7 | cynicism and fear

















On Monday, September 7, 2009, at 16.00, the seventh exhibition from the Young Romanian Art series will be opened in the New Gallery of the Romanian Cultural Institute in Venice, Italy. The exhibition is entitled 'cynicism and fear', and it brings together works by Michael Baers, Benedek Levente, Dragos Burlacu, Michele Bressan, Alexandra Croitoru / Mircea Nicolae / Stefan Tiron.


TV turned Holocaust into an advertising campaign against Hitler and the German people. As it was a medium that gained mass popularity in the USA, it also engulfed very specific ideological attitudes. Thus, it promoted the monstrous figure of the German dictator and repressed the other figure, just as terrible, of Stalin.

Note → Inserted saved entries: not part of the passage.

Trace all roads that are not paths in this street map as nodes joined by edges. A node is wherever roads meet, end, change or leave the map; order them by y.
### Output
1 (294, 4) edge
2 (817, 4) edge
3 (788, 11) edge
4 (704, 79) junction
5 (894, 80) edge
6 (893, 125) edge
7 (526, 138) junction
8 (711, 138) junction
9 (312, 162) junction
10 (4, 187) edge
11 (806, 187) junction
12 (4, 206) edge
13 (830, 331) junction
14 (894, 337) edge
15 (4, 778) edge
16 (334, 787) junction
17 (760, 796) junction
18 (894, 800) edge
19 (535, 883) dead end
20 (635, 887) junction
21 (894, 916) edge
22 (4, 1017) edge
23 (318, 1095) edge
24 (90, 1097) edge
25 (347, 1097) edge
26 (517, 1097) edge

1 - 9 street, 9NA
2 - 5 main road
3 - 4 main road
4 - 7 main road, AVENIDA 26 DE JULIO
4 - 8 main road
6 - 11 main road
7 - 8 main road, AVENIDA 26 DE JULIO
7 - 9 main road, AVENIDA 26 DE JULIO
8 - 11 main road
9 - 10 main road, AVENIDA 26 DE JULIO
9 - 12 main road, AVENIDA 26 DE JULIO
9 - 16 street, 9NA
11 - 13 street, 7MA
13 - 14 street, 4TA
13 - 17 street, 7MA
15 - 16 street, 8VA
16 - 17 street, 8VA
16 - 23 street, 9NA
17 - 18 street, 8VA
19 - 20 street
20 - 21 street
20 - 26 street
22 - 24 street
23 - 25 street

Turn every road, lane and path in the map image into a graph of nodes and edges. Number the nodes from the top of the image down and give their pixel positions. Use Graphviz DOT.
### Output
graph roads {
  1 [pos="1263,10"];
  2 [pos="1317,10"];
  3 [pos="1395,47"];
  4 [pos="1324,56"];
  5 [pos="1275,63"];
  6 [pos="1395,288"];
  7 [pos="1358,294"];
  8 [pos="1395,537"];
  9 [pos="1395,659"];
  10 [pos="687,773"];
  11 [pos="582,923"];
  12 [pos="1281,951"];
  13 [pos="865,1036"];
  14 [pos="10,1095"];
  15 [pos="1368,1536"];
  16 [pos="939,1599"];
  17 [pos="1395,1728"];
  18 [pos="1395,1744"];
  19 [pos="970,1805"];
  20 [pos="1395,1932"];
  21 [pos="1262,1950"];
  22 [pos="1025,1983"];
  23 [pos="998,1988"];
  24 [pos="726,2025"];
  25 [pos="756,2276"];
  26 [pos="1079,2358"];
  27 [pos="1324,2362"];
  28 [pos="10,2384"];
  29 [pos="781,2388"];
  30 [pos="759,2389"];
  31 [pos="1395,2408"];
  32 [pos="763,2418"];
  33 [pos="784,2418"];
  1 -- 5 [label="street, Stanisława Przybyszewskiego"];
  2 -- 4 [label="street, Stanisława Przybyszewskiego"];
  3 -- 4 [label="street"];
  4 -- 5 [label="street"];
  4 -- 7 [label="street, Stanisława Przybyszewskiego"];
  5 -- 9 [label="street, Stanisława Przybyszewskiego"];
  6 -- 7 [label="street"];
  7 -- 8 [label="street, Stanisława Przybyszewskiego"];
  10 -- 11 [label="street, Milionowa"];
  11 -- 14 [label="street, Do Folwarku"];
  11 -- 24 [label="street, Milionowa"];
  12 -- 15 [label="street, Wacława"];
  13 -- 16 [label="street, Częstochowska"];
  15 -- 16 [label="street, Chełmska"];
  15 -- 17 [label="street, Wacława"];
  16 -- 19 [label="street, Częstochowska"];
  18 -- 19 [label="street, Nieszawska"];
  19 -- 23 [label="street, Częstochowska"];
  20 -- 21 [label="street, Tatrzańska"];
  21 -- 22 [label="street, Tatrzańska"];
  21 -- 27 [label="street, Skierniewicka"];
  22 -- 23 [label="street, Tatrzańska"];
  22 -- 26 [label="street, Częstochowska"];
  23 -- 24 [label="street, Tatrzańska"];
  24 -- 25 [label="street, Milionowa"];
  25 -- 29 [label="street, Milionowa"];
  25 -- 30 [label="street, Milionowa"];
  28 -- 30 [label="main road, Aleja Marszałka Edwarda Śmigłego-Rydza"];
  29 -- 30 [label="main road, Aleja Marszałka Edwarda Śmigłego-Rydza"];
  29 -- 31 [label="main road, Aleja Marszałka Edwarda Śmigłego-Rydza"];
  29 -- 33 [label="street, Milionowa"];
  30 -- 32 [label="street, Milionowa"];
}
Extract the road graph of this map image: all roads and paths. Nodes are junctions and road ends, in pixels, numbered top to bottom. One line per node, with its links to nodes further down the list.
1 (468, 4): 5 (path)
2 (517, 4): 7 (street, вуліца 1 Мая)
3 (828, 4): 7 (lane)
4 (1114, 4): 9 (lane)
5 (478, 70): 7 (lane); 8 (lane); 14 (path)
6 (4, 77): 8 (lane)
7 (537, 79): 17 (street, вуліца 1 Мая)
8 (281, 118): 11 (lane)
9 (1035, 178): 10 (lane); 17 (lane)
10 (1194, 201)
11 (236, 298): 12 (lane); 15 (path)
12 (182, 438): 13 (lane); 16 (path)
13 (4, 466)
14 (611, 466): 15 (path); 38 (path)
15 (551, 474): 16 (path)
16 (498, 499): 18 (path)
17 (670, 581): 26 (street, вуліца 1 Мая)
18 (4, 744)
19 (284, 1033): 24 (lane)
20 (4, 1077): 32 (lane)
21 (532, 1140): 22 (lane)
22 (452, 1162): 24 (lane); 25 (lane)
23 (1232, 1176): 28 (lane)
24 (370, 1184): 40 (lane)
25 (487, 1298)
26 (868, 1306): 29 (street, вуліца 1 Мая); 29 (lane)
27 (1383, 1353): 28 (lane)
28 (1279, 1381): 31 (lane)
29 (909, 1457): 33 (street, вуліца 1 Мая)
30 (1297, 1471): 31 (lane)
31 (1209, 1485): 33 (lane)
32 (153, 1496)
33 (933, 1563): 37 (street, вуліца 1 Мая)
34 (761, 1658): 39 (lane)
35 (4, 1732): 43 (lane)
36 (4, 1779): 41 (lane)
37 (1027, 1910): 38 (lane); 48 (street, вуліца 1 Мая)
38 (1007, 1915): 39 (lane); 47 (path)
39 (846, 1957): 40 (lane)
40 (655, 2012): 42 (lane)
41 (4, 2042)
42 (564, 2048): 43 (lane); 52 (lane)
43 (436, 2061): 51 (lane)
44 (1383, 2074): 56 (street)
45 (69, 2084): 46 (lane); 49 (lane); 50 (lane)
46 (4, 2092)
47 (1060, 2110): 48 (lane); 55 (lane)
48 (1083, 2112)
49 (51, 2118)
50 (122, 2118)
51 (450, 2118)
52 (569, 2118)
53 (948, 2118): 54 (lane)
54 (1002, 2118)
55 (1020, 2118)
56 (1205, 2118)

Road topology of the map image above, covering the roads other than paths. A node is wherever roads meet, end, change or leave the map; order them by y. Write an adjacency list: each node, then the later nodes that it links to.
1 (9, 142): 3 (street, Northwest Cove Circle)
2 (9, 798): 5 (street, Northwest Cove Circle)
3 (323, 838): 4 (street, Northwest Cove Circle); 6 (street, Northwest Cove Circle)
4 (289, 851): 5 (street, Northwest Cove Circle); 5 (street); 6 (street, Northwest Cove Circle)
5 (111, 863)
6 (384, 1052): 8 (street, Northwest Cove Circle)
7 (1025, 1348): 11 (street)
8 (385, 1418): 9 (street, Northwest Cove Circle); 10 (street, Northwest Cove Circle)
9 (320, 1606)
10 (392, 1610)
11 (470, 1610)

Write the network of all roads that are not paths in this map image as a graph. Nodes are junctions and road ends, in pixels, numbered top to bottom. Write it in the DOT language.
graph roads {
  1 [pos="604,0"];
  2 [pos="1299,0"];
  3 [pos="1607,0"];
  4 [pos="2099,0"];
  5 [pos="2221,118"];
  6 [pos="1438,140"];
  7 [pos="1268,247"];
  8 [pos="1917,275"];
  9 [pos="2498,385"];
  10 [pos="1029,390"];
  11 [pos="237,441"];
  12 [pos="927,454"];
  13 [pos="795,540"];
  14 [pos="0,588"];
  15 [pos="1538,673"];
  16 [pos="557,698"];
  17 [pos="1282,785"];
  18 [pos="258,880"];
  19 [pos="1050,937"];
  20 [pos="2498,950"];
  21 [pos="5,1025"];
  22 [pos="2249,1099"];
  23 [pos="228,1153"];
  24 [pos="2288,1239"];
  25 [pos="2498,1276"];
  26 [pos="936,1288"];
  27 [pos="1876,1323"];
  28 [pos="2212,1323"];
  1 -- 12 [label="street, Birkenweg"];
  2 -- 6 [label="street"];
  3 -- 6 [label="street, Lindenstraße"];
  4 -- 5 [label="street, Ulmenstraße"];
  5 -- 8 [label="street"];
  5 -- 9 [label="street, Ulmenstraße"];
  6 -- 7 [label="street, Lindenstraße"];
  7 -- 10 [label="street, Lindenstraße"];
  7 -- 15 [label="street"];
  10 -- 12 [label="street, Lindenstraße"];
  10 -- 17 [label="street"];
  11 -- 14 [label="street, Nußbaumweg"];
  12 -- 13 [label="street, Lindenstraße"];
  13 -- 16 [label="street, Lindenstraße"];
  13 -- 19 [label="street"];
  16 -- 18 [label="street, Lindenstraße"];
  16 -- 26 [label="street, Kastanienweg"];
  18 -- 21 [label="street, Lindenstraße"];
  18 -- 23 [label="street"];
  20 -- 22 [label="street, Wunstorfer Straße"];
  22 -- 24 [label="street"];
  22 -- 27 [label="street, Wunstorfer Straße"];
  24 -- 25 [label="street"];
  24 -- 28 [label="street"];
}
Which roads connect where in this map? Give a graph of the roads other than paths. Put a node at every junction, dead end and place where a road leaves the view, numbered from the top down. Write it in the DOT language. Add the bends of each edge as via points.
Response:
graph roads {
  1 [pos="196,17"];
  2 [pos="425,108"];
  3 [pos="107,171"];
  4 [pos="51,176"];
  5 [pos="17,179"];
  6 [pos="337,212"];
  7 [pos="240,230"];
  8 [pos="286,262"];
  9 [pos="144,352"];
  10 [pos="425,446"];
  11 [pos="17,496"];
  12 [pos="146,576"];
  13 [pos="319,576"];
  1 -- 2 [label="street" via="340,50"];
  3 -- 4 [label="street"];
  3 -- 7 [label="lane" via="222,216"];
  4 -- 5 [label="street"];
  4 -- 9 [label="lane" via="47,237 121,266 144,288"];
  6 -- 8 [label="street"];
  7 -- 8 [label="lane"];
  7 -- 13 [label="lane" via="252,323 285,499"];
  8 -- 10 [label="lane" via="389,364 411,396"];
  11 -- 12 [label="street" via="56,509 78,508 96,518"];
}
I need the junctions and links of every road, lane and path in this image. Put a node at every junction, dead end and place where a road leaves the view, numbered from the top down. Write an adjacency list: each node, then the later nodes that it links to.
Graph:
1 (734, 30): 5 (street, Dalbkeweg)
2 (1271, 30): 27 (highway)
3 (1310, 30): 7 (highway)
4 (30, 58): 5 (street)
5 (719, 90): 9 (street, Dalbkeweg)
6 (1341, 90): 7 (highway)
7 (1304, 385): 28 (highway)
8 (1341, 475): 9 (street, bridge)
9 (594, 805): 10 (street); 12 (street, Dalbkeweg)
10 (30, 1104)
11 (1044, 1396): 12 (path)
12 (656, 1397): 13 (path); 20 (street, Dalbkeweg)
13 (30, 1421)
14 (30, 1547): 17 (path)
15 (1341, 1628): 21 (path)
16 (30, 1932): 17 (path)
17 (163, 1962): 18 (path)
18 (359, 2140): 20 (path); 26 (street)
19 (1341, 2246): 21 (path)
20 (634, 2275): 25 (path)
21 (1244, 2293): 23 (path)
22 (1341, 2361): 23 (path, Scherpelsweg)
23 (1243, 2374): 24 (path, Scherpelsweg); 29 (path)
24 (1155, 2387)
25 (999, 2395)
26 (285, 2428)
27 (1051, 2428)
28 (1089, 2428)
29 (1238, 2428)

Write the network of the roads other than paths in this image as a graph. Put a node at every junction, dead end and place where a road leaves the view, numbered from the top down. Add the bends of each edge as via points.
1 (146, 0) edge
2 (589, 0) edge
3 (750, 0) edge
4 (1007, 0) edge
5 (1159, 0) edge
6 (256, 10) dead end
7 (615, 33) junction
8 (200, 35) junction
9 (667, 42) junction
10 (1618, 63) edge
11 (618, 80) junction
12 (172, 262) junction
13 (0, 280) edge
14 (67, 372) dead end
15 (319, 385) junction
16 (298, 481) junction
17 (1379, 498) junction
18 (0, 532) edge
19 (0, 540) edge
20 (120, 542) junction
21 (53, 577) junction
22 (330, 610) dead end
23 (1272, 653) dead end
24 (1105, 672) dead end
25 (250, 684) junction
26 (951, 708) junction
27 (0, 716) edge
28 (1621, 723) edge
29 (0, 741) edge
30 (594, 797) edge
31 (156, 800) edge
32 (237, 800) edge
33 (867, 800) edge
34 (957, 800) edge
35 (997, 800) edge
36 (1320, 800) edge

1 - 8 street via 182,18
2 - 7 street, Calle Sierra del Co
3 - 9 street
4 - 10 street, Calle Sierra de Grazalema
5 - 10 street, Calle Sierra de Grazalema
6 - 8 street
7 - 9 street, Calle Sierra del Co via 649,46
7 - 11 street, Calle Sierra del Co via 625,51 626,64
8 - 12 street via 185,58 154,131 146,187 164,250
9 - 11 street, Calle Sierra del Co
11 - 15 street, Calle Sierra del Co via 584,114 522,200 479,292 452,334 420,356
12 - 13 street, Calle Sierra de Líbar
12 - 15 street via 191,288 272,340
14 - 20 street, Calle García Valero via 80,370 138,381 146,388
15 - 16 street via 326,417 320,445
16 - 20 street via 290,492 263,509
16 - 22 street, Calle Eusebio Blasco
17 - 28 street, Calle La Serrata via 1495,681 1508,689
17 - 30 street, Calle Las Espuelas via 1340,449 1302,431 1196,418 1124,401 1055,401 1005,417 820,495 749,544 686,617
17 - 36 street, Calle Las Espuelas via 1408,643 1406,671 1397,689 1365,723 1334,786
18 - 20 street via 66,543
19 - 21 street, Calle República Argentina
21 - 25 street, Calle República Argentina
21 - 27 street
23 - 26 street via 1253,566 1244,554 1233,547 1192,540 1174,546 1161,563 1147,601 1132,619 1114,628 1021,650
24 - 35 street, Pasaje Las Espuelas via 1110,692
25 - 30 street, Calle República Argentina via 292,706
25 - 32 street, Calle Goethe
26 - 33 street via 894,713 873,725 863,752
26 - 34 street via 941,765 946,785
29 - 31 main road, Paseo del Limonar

What was behind the Iron Curtain could not be as important, because it was no longer part of the free world. On the other side cynicism and fear became two simultaneous options for the privileged, but also for those in suffering. The two attitudes developed to their utmost extent, covering all the surfaces, all the thoughts, shattering all hope and all natural gestures possible.

Apocalyptic imaginary became a daily mental landscape. Youngsters started to despise themselves for being alive, for being citizens of one country, for having been born in a certain place on this Earth. They wished to die, or they dreamt about it, disgusted with their own self or with the environment in which they were living.

The death of the leaders came as an episode from an absurd documentary film, that could only confirm the option for the same fear and the same cynicism in face of an uncertain future. Once connected to the free world of capital, collective fears gathered under another banner – that of the imminent disaster that will inevitably destroy us all.


Young Romanian Art is Mircea Nicolae's residency project at the Romanian Cultural Institute in Venice, during which the artist functions as an organizer and a curator. This series of one-week exhibitions aims at promoting young Romanian art during the Venice Art Biennial 2009.